I will be lighting a candle for Luke and thinking of his wonderfull family.


----------



## petal b (Feb 4, 2005)

my candle will be lit for luke tonight too

petal xxx


----------



## Suzie (Jan 22, 2004)

what a lovely idea kj  

my candle will be shining brightly

rest in peace Luke  God bless

xxx


----------



## LizzyB (Mar 25, 2003)

Thinking of you all......especially dearest Luke.

With much love, Lizzy xxx


----------



## shazia (May 24, 2005)

My candle is burning away, reminding me of the fight of such a brave little boy and his wonderful family.

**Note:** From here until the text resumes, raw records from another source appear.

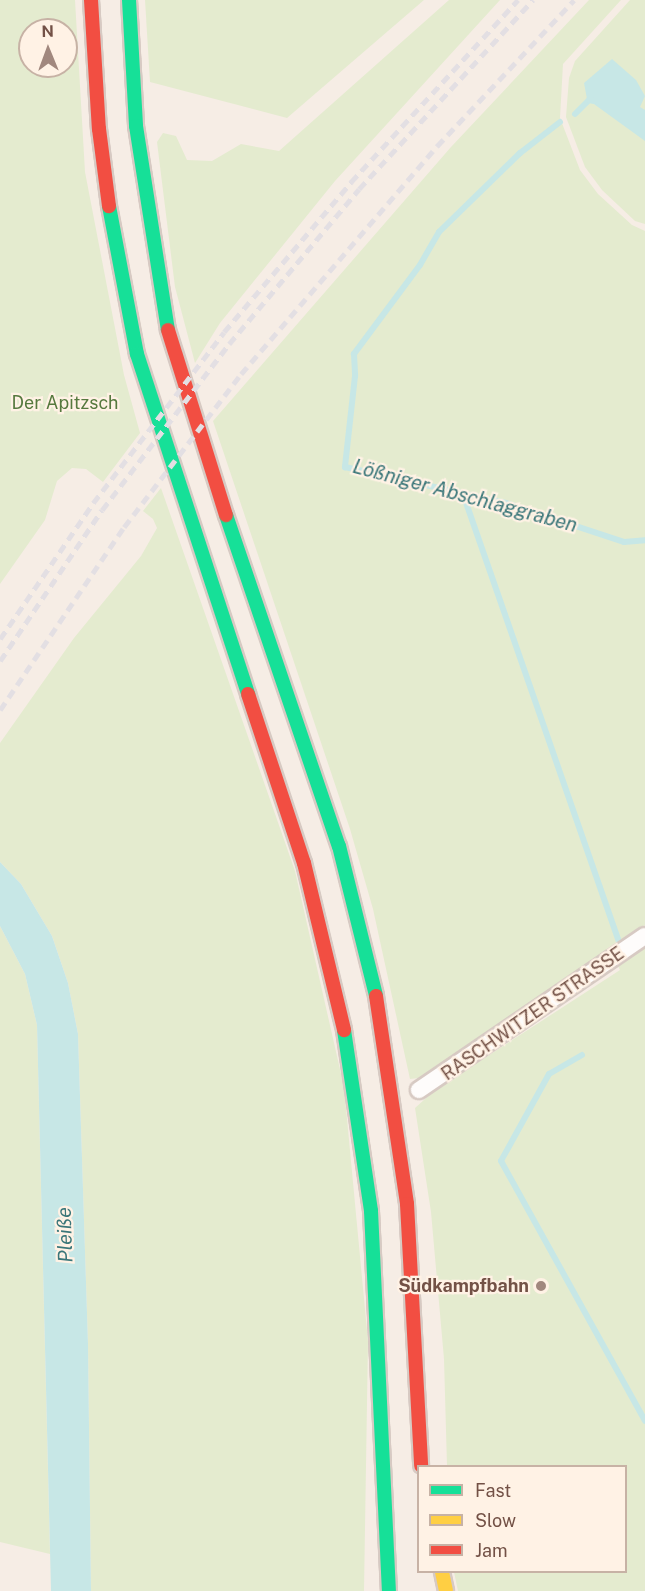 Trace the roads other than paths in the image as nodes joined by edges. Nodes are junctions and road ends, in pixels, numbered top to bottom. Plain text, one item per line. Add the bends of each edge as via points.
1 (91, 0) edge
2 (129, 0) edge
3 (645, 936) edge
4 (419, 1090) dead end
5 (421, 1465) edge
6 (442, 1573) edge
7 (389, 1591) edge
8 (446, 1591) edge

1 - 7 highway via 98,118 109,209 137,354 297,841 342,1013 370,1211
2 - 5 highway via 136,126 167,327 204,452 339,846 378,1004 407,1204
3 - 4 street, RASCHWITZER STRASSE
6 - 8 highway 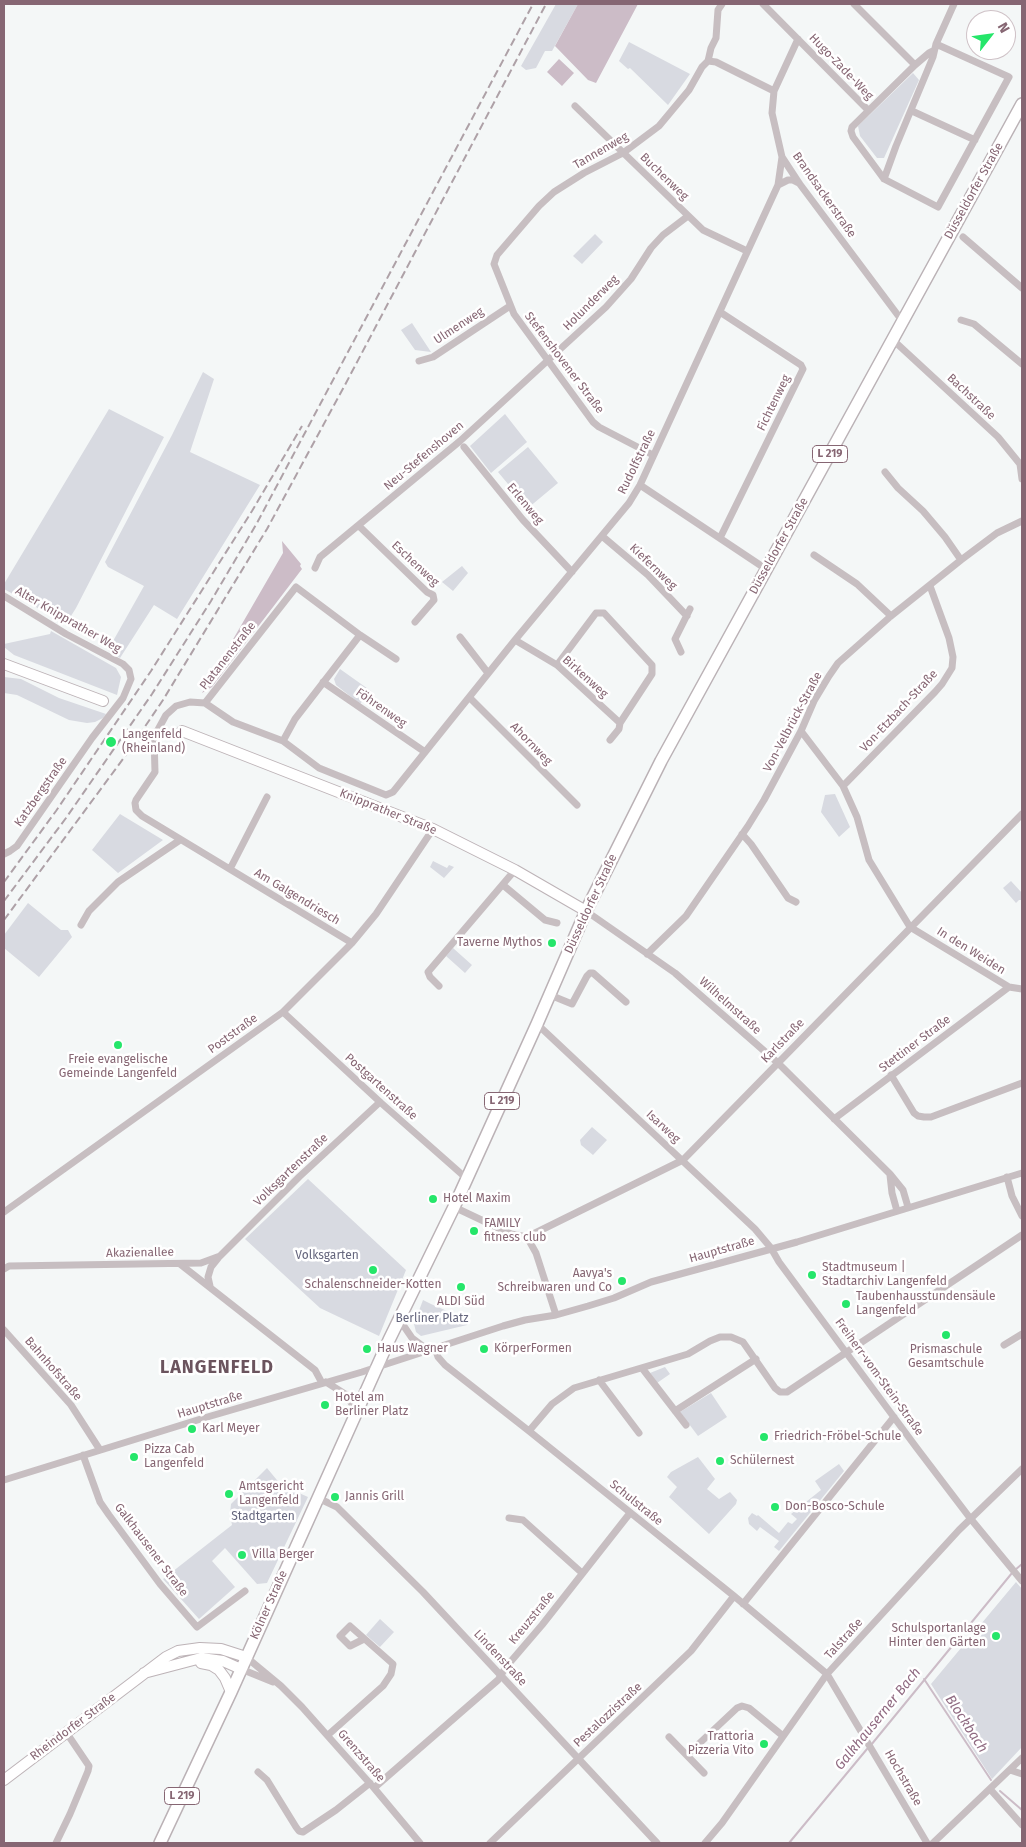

Sleep soundly precious Luke.

XXX


----------



## Miss Jules (May 9, 2005)

My candle is lit - love to Cathy and Nigel and special blessings to Luke.

Jules
xxxxx


----------



## keemjay (Jan 19, 2004)

Dearest little Luke

*GONE TOO SOON*
*by Michael Jackson*

Like A Comet 
Blazing 'Cross The Evening Sky 
Gone Too Soon

Like A Rainbow
Fading In The Twinkling Of An Eye
Gone Too Soon

Shiny And Sparkly
And Splendidly Bright
Here One Day
Gone One Night

Like The Loss Of Sunlight
On A Cloudy Afternoon
Gone Too Soon

Like A Castle
Built Upon A Sandy Beach
Gone Too Soon

Like A Perfect Flower
That Is Just Beyond Your Reach
Gone Too Soon

Born To Amuse, To Inspire, To Delight
Here One Day
Gone One Night

Like A Sunset
Dying With The Rising Of The Moon
Gone Too Soon

thinking of you as your candle burns as brightly as the memories of you will for Mummy, Daddy and Grace

kj x


----------



## weeble (Dec 5, 2005)

I have lit my candle  http://www.gratefulness.org/candles/message.cfm?l=eng&cid=1691533


----------



## Sally W (Sep 19, 2005)

I lit a candle for brave little luke.....
I will say a little prayer for Cathy, DH and Grace tonight.
RIP Luke
Love Sallyx


----------



## starr (Mar 23, 2004)

Oh KJ that's beautiful    

Candles burning brightly right across the land
Sleep peacefully baby Luke, such a brave little man xx

xxx


----------



## Holly C (Sep 22, 2004)

Sleep peacefully little one and know how much you are forever loved.

Cathy, Nigel and Grace so much in our thoughts and I hope that our love and support is reaching you and you know how much we care deeply for you all and all that you are enduring at this time.

Always
Holly C xxx


----------